Careers in Supply Chain Management: A Guide
There are numerous opportunities for career development and professional growth, which is one of the biggest attractions for many people, but this also presents people with lots of decisions. The best way to begin your research into supply chain management is to ensure you have a solid understanding of the field as a whole. If you are considering starting a career in supply chain management but not sure where to begin, this guide will help you to assess whether or not it’s the right choice for you and how to kickstart your career.
Is it the right career for you?
The practice of supply chain management includes the storage and transportation of materials between manufacturers and consumers. The career usually involves overseeing product development, production, data management, transportation, and logistics.
Before you commit to any career in any industry, it’s essential that you take a good and honest look at your strengths, weaknesses, and interests. The are plenty of online tools and tests which will help you to identify what type of career you would be most suited to based on your aptitude and personality. A supply chain manager needs to have excellent skills in communication, teamwork, and people management, as well as a great understanding of process and project management. A great level of attention to detail, a natural aptitude for math, and a predilection for problem-solving are also great assets.

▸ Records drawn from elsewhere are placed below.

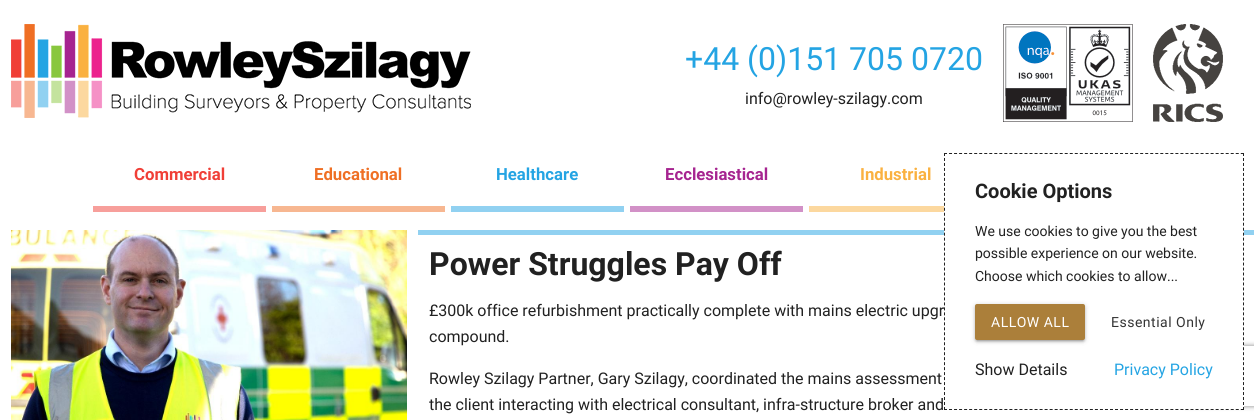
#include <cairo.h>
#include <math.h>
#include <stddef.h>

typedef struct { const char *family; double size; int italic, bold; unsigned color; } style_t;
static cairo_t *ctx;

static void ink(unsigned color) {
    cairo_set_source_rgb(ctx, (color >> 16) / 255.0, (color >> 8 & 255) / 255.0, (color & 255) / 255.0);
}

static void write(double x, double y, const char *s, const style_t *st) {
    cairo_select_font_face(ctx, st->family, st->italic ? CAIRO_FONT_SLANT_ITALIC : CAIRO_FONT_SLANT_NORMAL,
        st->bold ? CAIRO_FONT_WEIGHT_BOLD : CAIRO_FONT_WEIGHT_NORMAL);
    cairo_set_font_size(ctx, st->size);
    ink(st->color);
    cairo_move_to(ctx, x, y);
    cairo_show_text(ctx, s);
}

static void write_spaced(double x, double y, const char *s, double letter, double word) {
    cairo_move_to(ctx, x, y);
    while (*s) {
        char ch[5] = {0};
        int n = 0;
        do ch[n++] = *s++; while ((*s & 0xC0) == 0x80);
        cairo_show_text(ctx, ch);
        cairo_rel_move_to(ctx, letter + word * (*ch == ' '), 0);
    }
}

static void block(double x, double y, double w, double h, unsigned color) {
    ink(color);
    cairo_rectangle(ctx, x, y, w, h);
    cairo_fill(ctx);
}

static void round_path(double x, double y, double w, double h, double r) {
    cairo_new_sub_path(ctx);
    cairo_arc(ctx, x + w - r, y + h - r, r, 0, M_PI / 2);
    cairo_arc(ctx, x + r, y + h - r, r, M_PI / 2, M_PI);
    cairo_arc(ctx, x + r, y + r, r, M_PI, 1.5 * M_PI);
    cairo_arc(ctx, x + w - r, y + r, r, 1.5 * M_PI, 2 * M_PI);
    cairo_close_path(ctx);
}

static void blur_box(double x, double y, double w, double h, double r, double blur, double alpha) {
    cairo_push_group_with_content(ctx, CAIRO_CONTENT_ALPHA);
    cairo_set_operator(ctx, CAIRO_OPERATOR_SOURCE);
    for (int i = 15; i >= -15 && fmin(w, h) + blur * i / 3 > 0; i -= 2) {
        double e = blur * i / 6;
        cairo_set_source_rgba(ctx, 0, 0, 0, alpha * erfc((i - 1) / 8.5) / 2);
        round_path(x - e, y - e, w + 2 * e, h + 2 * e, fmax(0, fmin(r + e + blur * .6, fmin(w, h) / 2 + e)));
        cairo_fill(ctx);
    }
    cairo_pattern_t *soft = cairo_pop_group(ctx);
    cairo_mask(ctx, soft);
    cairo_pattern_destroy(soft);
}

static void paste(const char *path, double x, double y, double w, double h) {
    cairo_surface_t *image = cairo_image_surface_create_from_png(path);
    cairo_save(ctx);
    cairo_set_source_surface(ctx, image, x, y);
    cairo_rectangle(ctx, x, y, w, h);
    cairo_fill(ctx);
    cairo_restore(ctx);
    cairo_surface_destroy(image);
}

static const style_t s1 = {"Roboto", 32, 0, 0, 0x24a4e3};
static const style_t s2 = {"Roboto", 16, 0, 0, 0x212121};
static const style_t s3 = {"Roboto", 16.75, 0, 1, 0xf03f37};
static const style_t s4 = {"Roboto", 16.75, 0, 1, 0xef6f24};
static const style_t s5 = {"Roboto", 16.75, 0, 1, 0x24a4e3};
static const style_t s6 = {"Roboto", 16.75, 0, 1, 0xa62490};
static const style_t s7 = {"Roboto", 16.75, 0, 1, 0xfab140};
static const style_t s8 = {"Roboto", 32, 0, 1, 0x212121};
static const style_t s9 = {"Roboto", 20, 0, 1, 0x212121};
static const style_t s10 = {"Roboto", 14, 0, 0, 0x212121};
static const style_t s11 = {"Roboto", 16, 0, 0, 0x24a4e3};

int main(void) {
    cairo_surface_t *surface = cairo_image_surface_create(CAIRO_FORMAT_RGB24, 1254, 420);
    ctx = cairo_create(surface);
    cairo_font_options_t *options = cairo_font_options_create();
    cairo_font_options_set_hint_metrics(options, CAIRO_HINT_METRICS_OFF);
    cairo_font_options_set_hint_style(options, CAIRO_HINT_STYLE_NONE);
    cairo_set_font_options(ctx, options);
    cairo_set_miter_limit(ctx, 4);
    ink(0xffffff);
    cairo_paint(ctx);
    paste("pic1.png", 11, 24, 460, 94);
    write(685, 70, "+44 (0)151 705 0720", &s1);
    write(745, 104, "info@rowley-szilagy.com", &s2);
    paste("pic2.png", 1003, 24, 130, 98);
    paste("pic3.png", 1153, 24, 70, 98);
    block(93, 206, 173, 6, 0xf79f9b);
    write(134, 180, "Commercial", &s3);
    block(272, 206, 173, 6, 0xf7b791);
    write(314, 180, "Educational", &s4);
    block(451, 206, 173, 6, 0x91d1f1);
    write(496, 180, "Healthcare", &s5);
    block(630, 206, 173, 6, 0xd291c7);
    write(665, 180, "Ecclesiastical", &s6);
    block(809, 206, 135, 6, 0xfcd89f);
    write(860, 180, "Industrial", &s7);
    paste("pic4.png", 11, 230, 396, 190);
    block(418, 230, 836, 5, 0x91d1f1);
    write(429, 275, "Power Struggles Pay Off", &s8);
    write(429, 316, "£300k office refurbishment practically complete with mains electric upgr", &s2);
    write(429, 342, "compound.", &s2);
    write(429, 384, "Rowley Szilagy Partner, Gary Szilagy, coordinated the mains assessment", &s2);
    write(429, 410, "the client interacting with electrical consultant, infra-structure broker and", &s2);
    cairo_save(ctx);
    cairo_set_fill_rule(ctx, CAIRO_FILL_RULE_EVEN_ODD);
    cairo_new_path(ctx);
    cairo_move_to(ctx, 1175, 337);
    cairo_line_to(ctx, 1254, 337);
    cairo_line_to(ctx, 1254, 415);
    cairo_line_to(ctx, 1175, 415);
    cairo_close_path(ctx);
    cairo_move_to(ctx, 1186, 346);
    cairo_line_to(ctx, 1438, 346);
    cairo_curve_to(ctx, 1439, 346, 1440, 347, 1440, 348);
    cairo_line_to(ctx, 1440, 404);
    cairo_curve_to(ctx, 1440, 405, 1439, 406, 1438, 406);
    cairo_line_to(ctx, 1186, 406);
    cairo_curve_to(ctx, 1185, 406, 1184, 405, 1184, 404);
    cairo_line_to(ctx, 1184, 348);
    cairo_curve_to(ctx, 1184, 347, 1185, 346, 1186, 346);
    cairo_close_path(ctx);
    cairo_clip(ctx);
    ink(0x808080);
    blur_box(1184, 346, 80, 60, 2, 2.5, 1);
    cairo_restore(ctx);
    block(944, 230, 300, 180, 0xffffff);
    cairo_new_path(ctx);
    cairo_move_to(ctx, 944, 153.5);
    cairo_line_to(ctx, 1244, 153.5);
    ink(0x212121);
    cairo_set_line_width(ctx, 1);
    cairo_set_dash(ctx, (double[]){3, 2.03}, 2, 0);
    cairo_stroke(ctx);
    cairo_new_path(ctx);
    cairo_move_to(ctx, 1243.5, 153);
    cairo_line_to(ctx, 1243.5, 410);
    cairo_set_dash(ctx, (double[]){3, 1.98}, 2, 0);
    cairo_stroke(ctx);
    cairo_new_path(ctx);
    cairo_move_to(ctx, 944, 409.5);
    cairo_line_to(ctx, 1244, 409.5);
    cairo_set_dash(ctx, (double[]){3, 2.03}, 2, 0);
    cairo_stroke(ctx);
    cairo_new_path(ctx);
    cairo_move_to(ctx, 944.5, 153);
    cairo_line_to(ctx, 944.5, 410);
    cairo_set_dash(ctx, (double[]){3, 1.98}, 2, 0);
    cairo_stroke(ctx);
    write(975, 198, "Cookie Options", &s9);
    write(975, 236, "We use cookies to give you the best", &s10);
    write(975, 258, "possible experience on our website.", &s10);
    write(975, 281, "Choose which cookies to allow...", &s10);
    ink(0x000000);
    blur_box(975, 305, 110, 36, 2, 2.5, 0.2);
    blur_box(977, 309, 106, 32, 0, 0.5, 0.12);
    blur_box(975, 306, 110, 36, 2, 1, 0.14);
    ink(0xab7f3a);
    round_path(975, 304, 110, 36, 2);
    cairo_fill(ctx);
    ink(0xffffff);
    write_spaced(991, 327, "ALLOW ALL", 0.5, 0);
    ink(0x343434);
    write_spaced(1111, 327, "Essential Only", 0.5, 0);
    write(975, 375, "Show Details", &s2);
    write(1114, 375, "Privacy Policy", &s11);
    cairo_surface_write_to_png(surface, "screenshot.png");
    cairo_font_options_destroy(options);
    cairo_destroy(ctx);
    cairo_surface_destroy(surface);
    return 0;
}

When you can find a career which is suited to your strengths, you are likely to be much more satisfied in your professional life. You may find, especially in the early stages of your career, that you are in a role or company which does not suit you. This is a great learning opportunity as it will help you to determine what you don’t want from your career so you can focus on what’s important to you.
Careers in Supply Chain Management: The Options
A supply chain management career can be found in all major fields of industry, but within each sector, there are different areas to work within, such as manufacturing, planning, and logistics. A company which manufactures or sells products is typically called a ‘shipper,’ and these companies can deal with a wide range of products. The size of the company you work for will also have a big impact on your career in terms of your own career progression and how satisfied you are in your work. From small companies where you will be managing several responsibilities to huge multinational corporations (both public and privately owned) where you will be working on a more specific part of the supply chain. You will have more resources and opportunities for progression in larger companies, but a broader experience and often a greater impact in small companies.
Education, certification, and training
While entry-level positions such as assistants, trainees, and clerks are often open to people with high school diplomas, most people who are in supply chain management positions have a bachelor’s degree in a business-related subject. This could be accounting, economics, business administration, or similar. The degree should cover skills and include coursework on logistics, operations, manufacturing, and economics.
It is possible to obtain a professional certification in addition to a bachelor’s degree in supply chain management, but this is rarely mandatory. People in the most senior positions and those in the largest firms will often have obtained a master’s degree in supply chain management. It is possible to complete a supply chain management masters degree online so you can continue to work and study on a schedule which suits you.
Keep up to date with industry news and trends
The modern world is moving at an incredible pace when it comes to breaking news, emerging trends, industry changes, and new technology. To keep ahead of the game, it’s vital that you stay up to date with what’s going on both while you’re studying and throughout your career. Before you graduate, this will help you to work out which sector and role are of most interest to you and will give you a deeper understanding so you can impress during interviews and when networking. You should also continue to stay on top of the latest trends when you are employed so you can stay current and ahead of the competition where possible. Consider setting up Feedly, which is an RSS newsreader. You input which topics you are interested in, and it will automatically scan the internet for related content. Google Alerts is another option which emails you when relevant keywords or phrases are published.
Network as much as possible
While theoretical learning is essential, you need to try and make connections with industry professionals who are already working in the supply chain field. Even if you have not yet graduated, you should be starting to build a network of contacts who can help with your career progression when you’re qualified. The professional networking site, LinkedIn, is an effective and straightforward way to connect with relevant industry professionals and to see content from influential people. You may want to connect with your classmates, professors, alumni, and even HR specialists who work with the supply chain industry. You may want to become a member of an organization for supply chain professionals such as the Association for Supply Chain Management to increase your network and to be able to attend events and conferences. Many will offer students membership at a discounted rate.
Get as much experience as you can
The job market is a competitive space, and it’s often essential to make yourself stand out from the crowd. Completing an internship is a great way to secure yourself some real experience which will help you in your studies and when it comes to applying for your first position. Many will also offer a salary so you can earn while you are studying. Universities can often arrange internships for some of their students, but you may be able to find opportunities on supply chain organization job boards or through networking contacts.